灰被りの魔法使い(5)
「おかしいわね、おかしいわ」
女は、一歩、また一歩と〈灰色〉の方へと向かって来た。
〈灰色〉も後ろに下がろうとしたが、その場から一歩も動くことができなかった。目も、女に釘付けとなり、己の意志で顔を背けることもできない。
「今度は頭を潰してみましょうか? 首をちぎってみましょうか? それとも、腹を引き裂いて、その気持ち悪い中身を引きずり出してみましょうか?」
女の両手と思わしき部位が、〈灰色〉の両頬を覆う。甘い匂いが、貼り付くように〈灰色〉の顔に広がり、熱の篭らない両手は、死人の手よりも、硬く冷たいものだった。
言葉とは裏腹に、女の目は、〈灰色〉を見てはいなかった。まるで、害虫を踏みつけるかの如く、目に入れたくもないものを無心で処理するかのように、〈灰色〉に向かって力が込められていく。

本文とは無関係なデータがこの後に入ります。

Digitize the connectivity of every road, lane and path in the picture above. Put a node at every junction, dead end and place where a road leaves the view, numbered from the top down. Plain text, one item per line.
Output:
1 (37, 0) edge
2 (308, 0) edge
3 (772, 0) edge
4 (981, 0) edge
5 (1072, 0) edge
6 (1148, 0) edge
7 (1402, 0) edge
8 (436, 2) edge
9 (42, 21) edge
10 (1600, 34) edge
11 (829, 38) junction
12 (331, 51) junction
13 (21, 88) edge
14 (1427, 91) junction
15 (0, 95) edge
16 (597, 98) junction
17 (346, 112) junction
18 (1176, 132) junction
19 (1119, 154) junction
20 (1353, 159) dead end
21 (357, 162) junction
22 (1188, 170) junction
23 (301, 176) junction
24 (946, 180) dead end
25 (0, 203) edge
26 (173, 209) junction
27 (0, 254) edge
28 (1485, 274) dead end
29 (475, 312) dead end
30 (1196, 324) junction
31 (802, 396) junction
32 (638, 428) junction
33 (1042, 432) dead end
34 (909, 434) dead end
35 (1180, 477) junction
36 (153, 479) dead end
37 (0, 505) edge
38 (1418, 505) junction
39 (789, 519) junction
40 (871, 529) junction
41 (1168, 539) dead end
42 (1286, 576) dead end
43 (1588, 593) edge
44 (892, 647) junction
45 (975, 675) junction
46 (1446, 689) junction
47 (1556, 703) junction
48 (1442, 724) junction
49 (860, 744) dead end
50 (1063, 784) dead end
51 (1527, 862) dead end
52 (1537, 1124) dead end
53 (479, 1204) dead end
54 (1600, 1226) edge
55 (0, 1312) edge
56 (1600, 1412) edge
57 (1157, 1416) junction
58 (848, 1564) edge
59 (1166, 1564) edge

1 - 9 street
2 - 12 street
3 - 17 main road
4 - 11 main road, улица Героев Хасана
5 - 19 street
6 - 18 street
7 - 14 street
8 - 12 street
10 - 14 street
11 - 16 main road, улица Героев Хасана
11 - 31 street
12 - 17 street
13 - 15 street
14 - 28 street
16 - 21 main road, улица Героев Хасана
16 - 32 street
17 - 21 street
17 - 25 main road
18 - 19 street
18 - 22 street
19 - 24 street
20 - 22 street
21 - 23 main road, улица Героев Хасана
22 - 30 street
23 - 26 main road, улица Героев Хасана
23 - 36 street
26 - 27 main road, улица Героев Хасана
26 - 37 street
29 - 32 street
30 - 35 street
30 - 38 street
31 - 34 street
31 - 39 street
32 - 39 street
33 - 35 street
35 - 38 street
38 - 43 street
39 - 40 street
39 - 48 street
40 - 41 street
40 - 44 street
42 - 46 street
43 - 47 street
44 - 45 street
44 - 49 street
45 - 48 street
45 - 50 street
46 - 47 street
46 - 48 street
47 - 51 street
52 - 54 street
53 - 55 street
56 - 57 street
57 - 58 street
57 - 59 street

『死』が、己の体を押しつぶそうとしても、今の〈灰色〉には、抗う力はなかった。魔力で作り上げた『糸』が、女の体に絡みついていようと、その糸を操る気力が残っていない。
体に力が入らない。痛みを感じるよりも先に、意識が遠のいていく。
耳の奥で誰かの声が聞こえた気がした。大事な人の泣き声が、大切な人の泣く声が、いつものように胸を締めるける。
その中で、馴染み深い優しい声が、静かに怒りと悲しみに満ちた声を上げた。